PROBLEM DETAILS
Write out the data in full, exactly as shown.

(Stored data)
== Segment start ==

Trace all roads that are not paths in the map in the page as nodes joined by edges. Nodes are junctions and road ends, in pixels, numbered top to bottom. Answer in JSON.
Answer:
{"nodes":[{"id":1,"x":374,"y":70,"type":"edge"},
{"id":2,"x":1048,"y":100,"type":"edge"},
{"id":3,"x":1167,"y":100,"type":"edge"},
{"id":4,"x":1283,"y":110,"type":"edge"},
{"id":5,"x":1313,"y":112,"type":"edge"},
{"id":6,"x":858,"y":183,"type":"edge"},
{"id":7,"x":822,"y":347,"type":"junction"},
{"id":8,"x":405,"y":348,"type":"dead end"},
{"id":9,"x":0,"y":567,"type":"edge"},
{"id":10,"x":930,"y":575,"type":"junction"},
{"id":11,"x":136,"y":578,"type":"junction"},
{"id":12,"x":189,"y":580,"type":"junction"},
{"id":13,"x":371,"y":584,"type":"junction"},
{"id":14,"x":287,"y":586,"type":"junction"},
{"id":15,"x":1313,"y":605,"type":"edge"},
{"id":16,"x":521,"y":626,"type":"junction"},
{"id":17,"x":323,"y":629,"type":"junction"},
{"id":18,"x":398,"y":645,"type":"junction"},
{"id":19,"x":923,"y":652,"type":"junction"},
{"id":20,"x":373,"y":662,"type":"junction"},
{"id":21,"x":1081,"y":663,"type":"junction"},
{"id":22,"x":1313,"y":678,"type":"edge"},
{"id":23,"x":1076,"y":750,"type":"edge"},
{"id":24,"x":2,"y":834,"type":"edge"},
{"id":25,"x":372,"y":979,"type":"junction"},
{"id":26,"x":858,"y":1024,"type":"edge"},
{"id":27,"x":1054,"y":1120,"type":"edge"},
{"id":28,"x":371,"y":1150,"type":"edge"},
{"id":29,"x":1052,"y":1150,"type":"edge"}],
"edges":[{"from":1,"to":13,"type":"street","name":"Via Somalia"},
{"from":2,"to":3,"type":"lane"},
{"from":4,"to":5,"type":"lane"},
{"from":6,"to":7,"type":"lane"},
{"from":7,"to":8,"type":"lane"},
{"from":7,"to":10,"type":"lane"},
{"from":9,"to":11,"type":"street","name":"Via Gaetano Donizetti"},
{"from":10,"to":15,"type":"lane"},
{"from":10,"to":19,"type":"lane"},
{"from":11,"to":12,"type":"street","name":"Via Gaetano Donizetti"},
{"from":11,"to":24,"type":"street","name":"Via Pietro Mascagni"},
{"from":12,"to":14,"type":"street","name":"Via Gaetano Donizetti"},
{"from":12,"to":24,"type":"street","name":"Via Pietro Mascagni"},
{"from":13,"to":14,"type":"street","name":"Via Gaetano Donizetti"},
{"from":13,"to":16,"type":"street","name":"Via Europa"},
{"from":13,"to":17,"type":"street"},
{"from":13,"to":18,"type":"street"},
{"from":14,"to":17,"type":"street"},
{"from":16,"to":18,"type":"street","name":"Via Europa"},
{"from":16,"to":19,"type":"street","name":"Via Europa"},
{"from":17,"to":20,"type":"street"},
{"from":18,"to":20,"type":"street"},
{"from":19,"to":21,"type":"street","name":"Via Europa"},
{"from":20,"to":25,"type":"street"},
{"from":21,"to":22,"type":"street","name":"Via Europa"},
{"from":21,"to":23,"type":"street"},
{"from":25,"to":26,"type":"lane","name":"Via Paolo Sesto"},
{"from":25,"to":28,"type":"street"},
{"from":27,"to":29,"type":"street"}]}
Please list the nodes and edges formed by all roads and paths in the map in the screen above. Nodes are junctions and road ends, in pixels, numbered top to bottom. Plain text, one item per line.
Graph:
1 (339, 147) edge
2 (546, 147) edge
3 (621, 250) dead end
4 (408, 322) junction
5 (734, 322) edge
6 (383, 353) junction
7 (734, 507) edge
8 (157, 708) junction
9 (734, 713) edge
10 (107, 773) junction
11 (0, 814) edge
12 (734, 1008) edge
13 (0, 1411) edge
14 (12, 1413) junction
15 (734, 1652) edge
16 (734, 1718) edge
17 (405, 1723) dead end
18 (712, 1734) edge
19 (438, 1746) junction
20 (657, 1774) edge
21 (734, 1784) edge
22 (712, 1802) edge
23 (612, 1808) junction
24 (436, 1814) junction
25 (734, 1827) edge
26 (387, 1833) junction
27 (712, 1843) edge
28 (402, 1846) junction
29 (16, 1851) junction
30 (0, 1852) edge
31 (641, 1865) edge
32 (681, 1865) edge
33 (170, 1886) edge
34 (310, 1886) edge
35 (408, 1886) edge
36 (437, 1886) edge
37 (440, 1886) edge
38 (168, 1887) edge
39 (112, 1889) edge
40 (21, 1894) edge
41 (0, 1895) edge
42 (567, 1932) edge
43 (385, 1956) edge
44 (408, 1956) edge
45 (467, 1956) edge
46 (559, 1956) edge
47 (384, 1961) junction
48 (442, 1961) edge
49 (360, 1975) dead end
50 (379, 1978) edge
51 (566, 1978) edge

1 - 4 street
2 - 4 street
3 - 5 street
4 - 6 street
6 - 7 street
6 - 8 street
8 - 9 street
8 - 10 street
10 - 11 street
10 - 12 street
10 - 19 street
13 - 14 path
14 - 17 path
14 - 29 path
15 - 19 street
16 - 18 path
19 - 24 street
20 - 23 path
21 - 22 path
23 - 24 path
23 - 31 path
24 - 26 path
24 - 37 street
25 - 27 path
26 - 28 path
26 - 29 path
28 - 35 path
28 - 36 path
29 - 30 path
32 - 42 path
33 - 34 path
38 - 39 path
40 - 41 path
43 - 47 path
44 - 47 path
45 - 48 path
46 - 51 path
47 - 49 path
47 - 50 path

== Segment end ==

RESPONSE TO THE EXERCISE
Trace all roads that are not paths in the map in the page as nodes joined by edges. Nodes are junctions and road ends, in pixels, numbered top to bottom. Answer in JSON.
Answer:
{"nodes":[{"id":1,"x":374,"y":70,"type":"edge"},
{"id":2,"x":1048,"y":100,"type":"edge"},
{"id":3,"x":1167,"y":100,"type":"edge"},
{"id":4,"x":1283,"y":110,"type":"edge"},
{"id":5,"x":1313,"y":112,"type":"edge"},
{"id":6,"x":858,"y":183,"type":"edge"},
{"id":7,"x":822,"y":347,"type":"junction"},
{"id":8,"x":405,"y":348,"type":"dead end"},
{"id":9,"x":0,"y":567,"type":"edge"},
{"id":10,"x":930,"y":575,"type":"junction"},
{"id":11,"x":136,"y":578,"type":"junction"},
{"id":12,"x":189,"y":580,"type":"junction"},
{"id":13,"x":371,"y":584,"type":"junction"},
{"id":14,"x":287,"y":586,"type":"junction"},
{"id":15,"x":1313,"y":605,"type":"edge"},
{"id":16,"x":521,"y":626,"type":"junction"},
{"id":17,"x":323,"y":629,"type":"junction"},
{"id":18,"x":398,"y":645,"type":"junction"},
{"id":19,"x":923,"y":652,"type":"junction"},
{"id":20,"x":373,"y":662,"type":"junction"},
{"id":21,"x":1081,"y":663,"type":"junction"},
{"id":22,"x":1313,"y":678,"type":"edge"},
{"id":23,"x":1076,"y":750,"type":"edge"},
{"id":24,"x":2,"y":834,"type":"edge"},
{"id":25,"x":372,"y":979,"type":"junction"},
{"id":26,"x":858,"y":1024,"type":"edge"},
{"id":27,"x":1054,"y":1120,"type":"edge"},
{"id":28,"x":371,"y":1150,"type":"edge"},
{"id":29,"x":1052,"y":1150,"type":"edge"}],
"edges":[{"from":1,"to":13,"type":"street","name":"Via Somalia"},
{"from":2,"to":3,"type":"lane"},
{"from":4,"to":5,"type":"lane"},
{"from":6,"to":7,"type":"lane"},
{"from":7,"to":8,"type":"lane"},
{"from":7,"to":10,"type":"lane"},
{"from":9,"to":11,"type":"street","name":"Via Gaetano Donizetti"},
{"from":10,"to":15,"type":"lane"},
{"from":10,"to":19,"type":"lane"},
{"from":11,"to":12,"type":"street","name":"Via Gaetano Donizetti"},
{"from":11,"to":24,"type":"street","name":"Via Pietro Mascagni"},
{"from":12,"to":14,"type":"street","name":"Via Gaetano Donizetti"},
{"from":12,"to":24,"type":"street","name":"Via Pietro Mascagni"},
{"from":13,"to":14,"type":"street","name":"Via Gaetano Donizetti"},
{"from":13,"to":16,"type":"street","name":"Via Europa"},
{"from":13,"to":17,"type":"street"},
{"from":13,"to":18,"type":"street"},
{"from":14,"to":17,"type":"street"},
{"from":16,"to":18,"type":"street","name":"Via Europa"},
{"from":16,"to":19,"type":"street","name":"Via Europa"},
{"from":17,"to":20,"type":"street"},
{"from":18,"to":20,"type":"street"},
{"from":19,"to":21,"type":"street","name":"Via Europa"},
{"from":20,"to":25,"type":"street"},
{"from":21,"to":22,"type":"street","name":"Via Europa"},
{"from":21,"to":23,"type":"street"},
{"from":25,"to":26,"type":"lane","name":"Via Paolo Sesto"},
{"from":25,"to":28,"type":"street"},
{"from":27,"to":29,"type":"street"}]}
Please list the nodes and edges formed by all roads and paths in the map in the screen above. Nodes are junctions and road ends, in pixels, numbered top to bottom. Plain text, one item per line.
Graph:
1 (339, 147) edge
2 (546, 147) edge
3 (621, 250) dead end
4 (408, 322) junction
5 (734, 322) edge
6 (383, 353) junction
7 (734, 507) edge
8 (157, 708) junction
9 (734, 713) edge
10 (107, 773) junction
11 (0, 814) edge
12 (734, 1008) edge
13 (0, 1411) edge
14 (12, 1413) junction
15 (734, 1652) edge
16 (734, 1718) edge
17 (405, 1723) dead end
18 (712, 1734) edge
19 (438, 1746) junction
20 (657, 1774) edge
21 (734, 1784) edge
22 (712, 1802) edge
23 (612, 1808) junction
24 (436, 1814) junction
25 (734, 1827) edge
26 (387, 1833) junction
27 (712, 1843) edge
28 (402, 1846) junction
29 (16, 1851) junction
30 (0, 1852) edge
31 (641, 1865) edge
32 (681, 1865) edge
33 (170, 1886) edge
34 (310, 1886) edge
35 (408, 1886) edge
36 (437, 1886) edge
37 (440, 1886) edge
38 (168, 1887) edge
39 (112, 1889) edge
40 (21, 1894) edge
41 (0, 1895) edge
42 (567, 1932) edge
43 (385, 1956) edge
44 (408, 1956) edge
45 (467, 1956) edge
46 (559, 1956) edge
47 (384, 1961) junction
48 (442, 1961) edge
49 (360, 1975) dead end
50 (379, 1978) edge
51 (566, 1978) edge

1 - 4 street
2 - 4 street
3 - 5 street
4 - 6 street
6 - 7 street
6 - 8 street
8 - 9 street
8 - 10 street
10 - 11 street
10 - 12 street
10 - 19 street
13 - 14 path
14 - 17 path
14 - 29 path
15 - 19 street
16 - 18 path
19 - 24 street
20 - 23 path
21 - 22 path
23 - 24 path
23 - 31 path
24 - 26 path
24 - 37 street
25 - 27 path
26 - 28 path
26 - 29 path
28 - 35 path
28 - 36 path
29 - 30 path
32 - 42 path
33 - 34 path
38 - 39 path
40 - 41 path
43 - 47 path
44 - 47 path
45 - 48 path
46 - 51 path
47 - 49 path
47 - 50 path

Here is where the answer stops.